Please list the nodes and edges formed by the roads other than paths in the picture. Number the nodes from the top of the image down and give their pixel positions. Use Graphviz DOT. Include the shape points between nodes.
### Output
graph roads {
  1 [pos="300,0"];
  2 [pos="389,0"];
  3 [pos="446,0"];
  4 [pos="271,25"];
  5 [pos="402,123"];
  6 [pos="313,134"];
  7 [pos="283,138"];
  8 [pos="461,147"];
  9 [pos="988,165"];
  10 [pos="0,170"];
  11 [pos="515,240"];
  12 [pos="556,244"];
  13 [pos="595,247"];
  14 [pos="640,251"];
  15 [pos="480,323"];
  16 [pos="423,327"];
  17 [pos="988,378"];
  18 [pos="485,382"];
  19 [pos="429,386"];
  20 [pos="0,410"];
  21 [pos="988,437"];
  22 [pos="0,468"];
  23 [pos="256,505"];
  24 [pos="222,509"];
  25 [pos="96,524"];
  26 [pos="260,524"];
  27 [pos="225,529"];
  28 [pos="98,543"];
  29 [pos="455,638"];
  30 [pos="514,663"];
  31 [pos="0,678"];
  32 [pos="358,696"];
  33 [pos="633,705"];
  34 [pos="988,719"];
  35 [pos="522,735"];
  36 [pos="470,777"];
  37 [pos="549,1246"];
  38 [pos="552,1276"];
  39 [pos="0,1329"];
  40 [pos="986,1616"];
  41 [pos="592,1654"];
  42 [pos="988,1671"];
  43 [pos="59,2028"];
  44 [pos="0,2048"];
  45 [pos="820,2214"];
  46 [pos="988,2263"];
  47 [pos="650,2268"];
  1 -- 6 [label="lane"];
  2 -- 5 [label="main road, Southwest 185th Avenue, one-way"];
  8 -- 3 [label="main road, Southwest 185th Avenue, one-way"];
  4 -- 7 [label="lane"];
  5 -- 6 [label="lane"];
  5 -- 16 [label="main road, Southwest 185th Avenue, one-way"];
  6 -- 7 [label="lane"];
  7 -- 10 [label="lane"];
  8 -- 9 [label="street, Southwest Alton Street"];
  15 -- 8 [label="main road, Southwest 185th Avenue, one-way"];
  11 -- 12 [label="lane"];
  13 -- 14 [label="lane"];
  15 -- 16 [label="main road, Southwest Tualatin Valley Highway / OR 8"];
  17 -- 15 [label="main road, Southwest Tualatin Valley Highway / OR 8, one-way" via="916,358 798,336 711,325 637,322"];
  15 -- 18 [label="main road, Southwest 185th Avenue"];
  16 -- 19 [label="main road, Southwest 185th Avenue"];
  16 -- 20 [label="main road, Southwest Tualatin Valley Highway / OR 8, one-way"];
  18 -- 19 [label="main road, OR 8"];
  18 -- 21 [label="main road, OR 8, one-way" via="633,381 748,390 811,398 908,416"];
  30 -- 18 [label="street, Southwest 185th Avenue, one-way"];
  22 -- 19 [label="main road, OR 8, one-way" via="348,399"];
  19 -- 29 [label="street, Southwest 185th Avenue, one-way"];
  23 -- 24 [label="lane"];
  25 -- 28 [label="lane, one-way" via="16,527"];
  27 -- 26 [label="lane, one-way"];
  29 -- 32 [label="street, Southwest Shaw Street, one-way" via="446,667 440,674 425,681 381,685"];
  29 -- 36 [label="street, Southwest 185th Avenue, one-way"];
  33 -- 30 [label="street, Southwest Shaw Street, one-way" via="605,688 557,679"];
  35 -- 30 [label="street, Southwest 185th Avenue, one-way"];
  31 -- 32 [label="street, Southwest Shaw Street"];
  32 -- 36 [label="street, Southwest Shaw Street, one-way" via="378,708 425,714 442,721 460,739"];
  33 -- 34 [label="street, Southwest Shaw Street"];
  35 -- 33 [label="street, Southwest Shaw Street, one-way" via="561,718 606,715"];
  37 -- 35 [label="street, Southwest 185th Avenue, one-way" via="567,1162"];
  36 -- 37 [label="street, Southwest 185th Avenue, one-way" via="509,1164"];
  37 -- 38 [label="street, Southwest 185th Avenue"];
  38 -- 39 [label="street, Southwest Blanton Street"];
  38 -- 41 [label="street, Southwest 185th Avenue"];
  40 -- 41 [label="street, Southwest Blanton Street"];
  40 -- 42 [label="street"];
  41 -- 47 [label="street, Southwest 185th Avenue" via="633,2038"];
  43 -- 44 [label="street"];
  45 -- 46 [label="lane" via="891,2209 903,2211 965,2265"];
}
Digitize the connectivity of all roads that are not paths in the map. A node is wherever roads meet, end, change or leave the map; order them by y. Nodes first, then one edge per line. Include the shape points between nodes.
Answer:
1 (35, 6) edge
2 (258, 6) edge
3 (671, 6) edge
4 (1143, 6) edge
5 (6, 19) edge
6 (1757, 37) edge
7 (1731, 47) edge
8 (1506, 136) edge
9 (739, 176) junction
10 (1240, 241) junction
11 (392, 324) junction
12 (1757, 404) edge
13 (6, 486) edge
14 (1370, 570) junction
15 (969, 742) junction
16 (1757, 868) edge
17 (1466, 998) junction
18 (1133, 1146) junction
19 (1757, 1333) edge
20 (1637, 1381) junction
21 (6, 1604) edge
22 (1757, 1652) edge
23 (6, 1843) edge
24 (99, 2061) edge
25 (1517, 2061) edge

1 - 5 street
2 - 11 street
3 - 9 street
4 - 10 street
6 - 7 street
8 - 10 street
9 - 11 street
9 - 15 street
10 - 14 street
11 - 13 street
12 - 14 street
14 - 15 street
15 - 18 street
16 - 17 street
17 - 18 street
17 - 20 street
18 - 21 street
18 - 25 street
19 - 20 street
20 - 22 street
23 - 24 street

________

**ABOUT THIS EXERCISE**
In the entries above, tally the lines containing the word "roads" and return only the tally.

**WRITTEN RESPONSE**
3